(Exercise details) Your task is to filter the entries and copy every line containing the string "Hadrami".

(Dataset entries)
- - -

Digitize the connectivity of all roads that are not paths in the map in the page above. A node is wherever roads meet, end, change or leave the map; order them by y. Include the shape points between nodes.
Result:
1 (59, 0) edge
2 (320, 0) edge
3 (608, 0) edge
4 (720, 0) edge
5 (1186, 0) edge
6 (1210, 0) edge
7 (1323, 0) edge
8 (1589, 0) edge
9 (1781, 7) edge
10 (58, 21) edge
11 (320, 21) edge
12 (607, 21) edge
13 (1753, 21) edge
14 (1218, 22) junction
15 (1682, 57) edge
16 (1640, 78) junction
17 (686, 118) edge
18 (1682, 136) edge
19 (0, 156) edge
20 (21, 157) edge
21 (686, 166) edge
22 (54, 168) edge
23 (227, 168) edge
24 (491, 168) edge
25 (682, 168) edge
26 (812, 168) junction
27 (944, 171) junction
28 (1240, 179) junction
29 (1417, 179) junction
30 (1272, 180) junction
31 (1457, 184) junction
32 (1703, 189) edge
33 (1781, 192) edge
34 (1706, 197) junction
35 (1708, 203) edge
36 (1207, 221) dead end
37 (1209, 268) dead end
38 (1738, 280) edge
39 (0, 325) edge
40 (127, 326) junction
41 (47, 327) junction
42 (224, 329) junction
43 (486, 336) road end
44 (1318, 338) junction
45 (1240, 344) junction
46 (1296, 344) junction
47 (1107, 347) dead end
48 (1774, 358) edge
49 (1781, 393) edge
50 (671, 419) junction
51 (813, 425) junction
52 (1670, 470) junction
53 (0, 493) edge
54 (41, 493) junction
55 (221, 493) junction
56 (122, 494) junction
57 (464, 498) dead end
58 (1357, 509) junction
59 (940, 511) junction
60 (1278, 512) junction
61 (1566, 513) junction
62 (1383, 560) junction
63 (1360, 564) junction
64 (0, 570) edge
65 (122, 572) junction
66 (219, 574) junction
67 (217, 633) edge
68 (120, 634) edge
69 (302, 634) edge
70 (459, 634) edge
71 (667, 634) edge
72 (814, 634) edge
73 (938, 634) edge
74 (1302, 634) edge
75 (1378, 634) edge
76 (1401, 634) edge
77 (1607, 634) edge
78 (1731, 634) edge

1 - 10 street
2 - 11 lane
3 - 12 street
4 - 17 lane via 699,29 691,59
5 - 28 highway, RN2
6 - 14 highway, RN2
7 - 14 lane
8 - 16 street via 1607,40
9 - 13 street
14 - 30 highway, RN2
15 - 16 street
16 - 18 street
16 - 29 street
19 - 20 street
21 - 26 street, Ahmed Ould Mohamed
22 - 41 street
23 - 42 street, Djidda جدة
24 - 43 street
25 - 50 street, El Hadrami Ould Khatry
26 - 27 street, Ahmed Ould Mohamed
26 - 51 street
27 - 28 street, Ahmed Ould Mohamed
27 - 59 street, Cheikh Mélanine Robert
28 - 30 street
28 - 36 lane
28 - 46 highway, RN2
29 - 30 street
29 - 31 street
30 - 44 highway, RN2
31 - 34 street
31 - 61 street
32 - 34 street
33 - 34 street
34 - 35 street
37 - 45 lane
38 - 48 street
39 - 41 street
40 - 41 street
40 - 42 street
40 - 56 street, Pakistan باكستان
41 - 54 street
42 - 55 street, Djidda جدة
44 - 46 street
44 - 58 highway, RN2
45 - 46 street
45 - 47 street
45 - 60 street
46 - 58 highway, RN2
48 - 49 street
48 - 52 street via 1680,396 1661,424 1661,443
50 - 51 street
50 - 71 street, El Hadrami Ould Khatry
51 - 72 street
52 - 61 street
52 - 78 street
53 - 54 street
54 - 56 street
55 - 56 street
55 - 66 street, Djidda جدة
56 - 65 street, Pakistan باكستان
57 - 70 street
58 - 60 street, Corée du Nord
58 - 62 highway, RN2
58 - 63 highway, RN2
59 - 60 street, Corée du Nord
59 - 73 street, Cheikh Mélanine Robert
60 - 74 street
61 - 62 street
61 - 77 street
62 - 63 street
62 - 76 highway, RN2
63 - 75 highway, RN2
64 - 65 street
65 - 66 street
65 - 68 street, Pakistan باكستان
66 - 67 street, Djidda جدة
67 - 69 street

- - -

(Solution)
25 - 50 street, El Hadrami Ould Khatry
50 - 71 street, El Hadrami Ould Khatry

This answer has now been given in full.